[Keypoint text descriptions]
'''

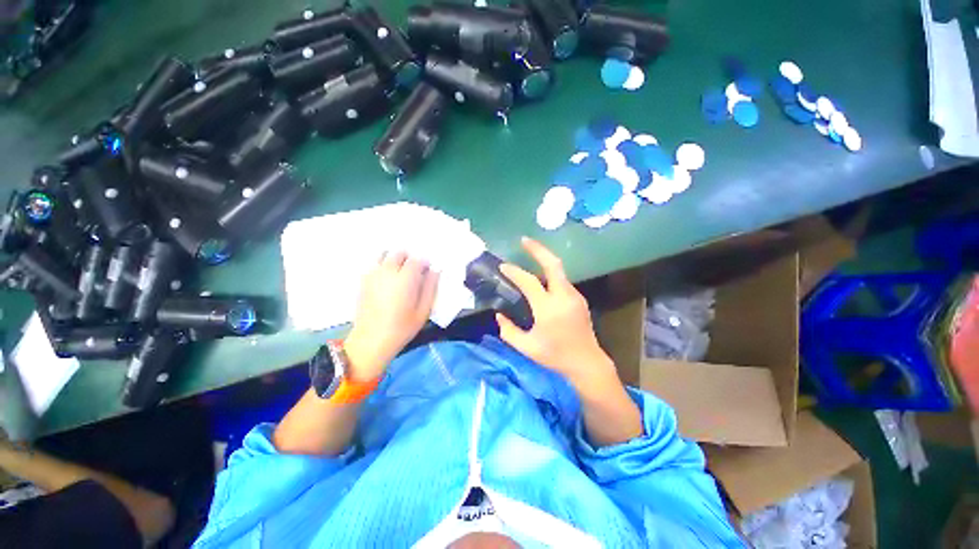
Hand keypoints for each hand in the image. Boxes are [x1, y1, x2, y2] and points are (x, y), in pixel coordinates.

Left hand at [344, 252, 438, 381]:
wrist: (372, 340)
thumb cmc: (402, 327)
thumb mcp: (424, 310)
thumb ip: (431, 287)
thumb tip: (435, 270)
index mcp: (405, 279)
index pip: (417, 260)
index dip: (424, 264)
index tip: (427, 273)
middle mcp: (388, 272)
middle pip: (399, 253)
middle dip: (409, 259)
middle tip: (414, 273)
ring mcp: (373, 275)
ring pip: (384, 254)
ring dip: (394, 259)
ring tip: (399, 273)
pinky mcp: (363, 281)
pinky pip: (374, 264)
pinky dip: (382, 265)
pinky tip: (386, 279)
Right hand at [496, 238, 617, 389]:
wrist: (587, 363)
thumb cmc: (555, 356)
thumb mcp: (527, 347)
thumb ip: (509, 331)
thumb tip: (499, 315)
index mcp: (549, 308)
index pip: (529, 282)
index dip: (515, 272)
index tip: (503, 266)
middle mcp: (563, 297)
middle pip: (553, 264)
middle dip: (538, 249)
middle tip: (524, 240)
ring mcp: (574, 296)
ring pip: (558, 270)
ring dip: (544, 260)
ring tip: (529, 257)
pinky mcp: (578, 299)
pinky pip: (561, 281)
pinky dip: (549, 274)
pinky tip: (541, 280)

'''
'''

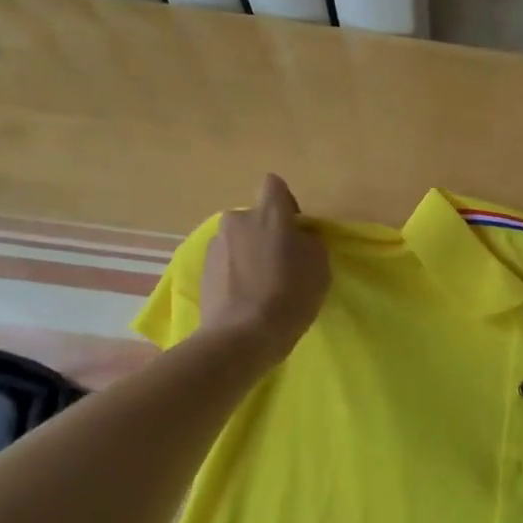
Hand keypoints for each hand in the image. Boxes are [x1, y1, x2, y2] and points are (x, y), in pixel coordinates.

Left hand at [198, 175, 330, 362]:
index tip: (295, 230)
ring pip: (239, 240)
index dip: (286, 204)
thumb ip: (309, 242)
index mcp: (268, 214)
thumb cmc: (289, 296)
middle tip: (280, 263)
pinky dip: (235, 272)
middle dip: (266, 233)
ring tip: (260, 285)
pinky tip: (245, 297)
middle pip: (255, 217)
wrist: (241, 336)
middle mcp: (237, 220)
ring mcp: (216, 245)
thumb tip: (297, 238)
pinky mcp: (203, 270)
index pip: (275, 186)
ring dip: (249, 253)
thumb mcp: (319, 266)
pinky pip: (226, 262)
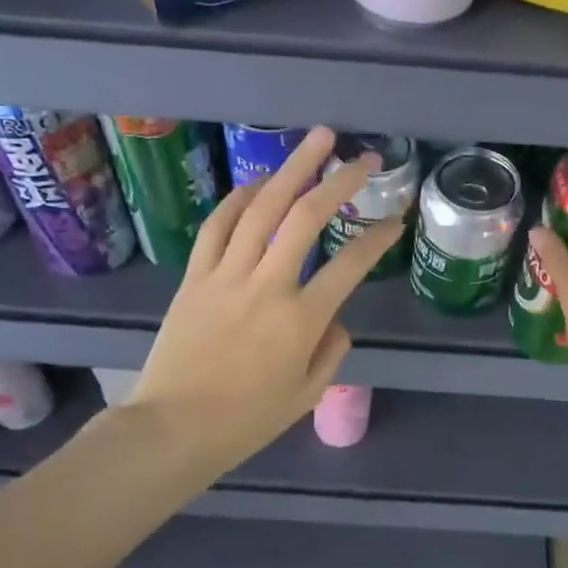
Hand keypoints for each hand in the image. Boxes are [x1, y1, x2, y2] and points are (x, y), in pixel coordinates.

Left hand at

'''
'''

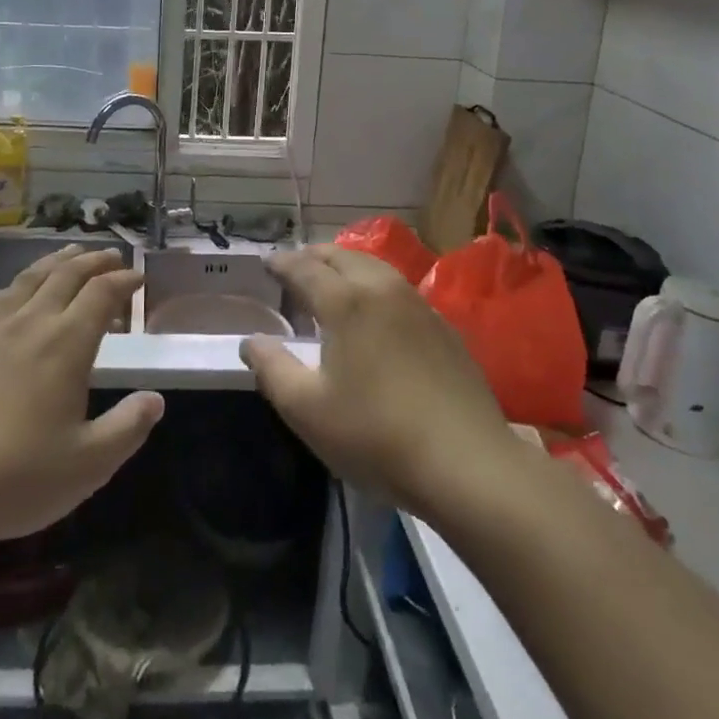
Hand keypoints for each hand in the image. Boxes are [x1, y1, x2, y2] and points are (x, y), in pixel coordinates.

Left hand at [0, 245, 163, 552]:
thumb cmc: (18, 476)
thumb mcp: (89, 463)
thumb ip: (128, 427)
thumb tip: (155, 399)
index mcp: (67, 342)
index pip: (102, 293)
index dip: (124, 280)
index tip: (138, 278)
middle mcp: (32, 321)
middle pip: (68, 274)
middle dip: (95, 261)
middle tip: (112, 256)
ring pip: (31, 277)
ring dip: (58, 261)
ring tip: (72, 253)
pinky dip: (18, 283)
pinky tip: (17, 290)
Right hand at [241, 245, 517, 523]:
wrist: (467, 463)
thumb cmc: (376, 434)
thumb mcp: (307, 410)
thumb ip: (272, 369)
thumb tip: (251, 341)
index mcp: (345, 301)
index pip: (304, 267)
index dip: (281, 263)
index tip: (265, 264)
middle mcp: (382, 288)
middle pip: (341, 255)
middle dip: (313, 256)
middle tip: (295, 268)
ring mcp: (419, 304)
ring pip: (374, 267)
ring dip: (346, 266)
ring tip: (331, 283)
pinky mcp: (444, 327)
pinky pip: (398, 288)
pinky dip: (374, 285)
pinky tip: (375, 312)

'''

About this task: Copy out only the lines above from the one with "thumb ip: (272, 369)" to the one with "ring mcp: (419, 304)", inclusive, exactly as they stand.

Solution for this problem:
thumb ip: (272, 369)
thumb tip: (251, 341)
index mcp: (345, 301)
index pip: (304, 267)
index dip: (281, 263)
index tip: (265, 264)
middle mcp: (382, 288)
middle pip: (341, 255)
middle dip: (313, 256)
middle tip: (295, 268)
ring mcp: (419, 304)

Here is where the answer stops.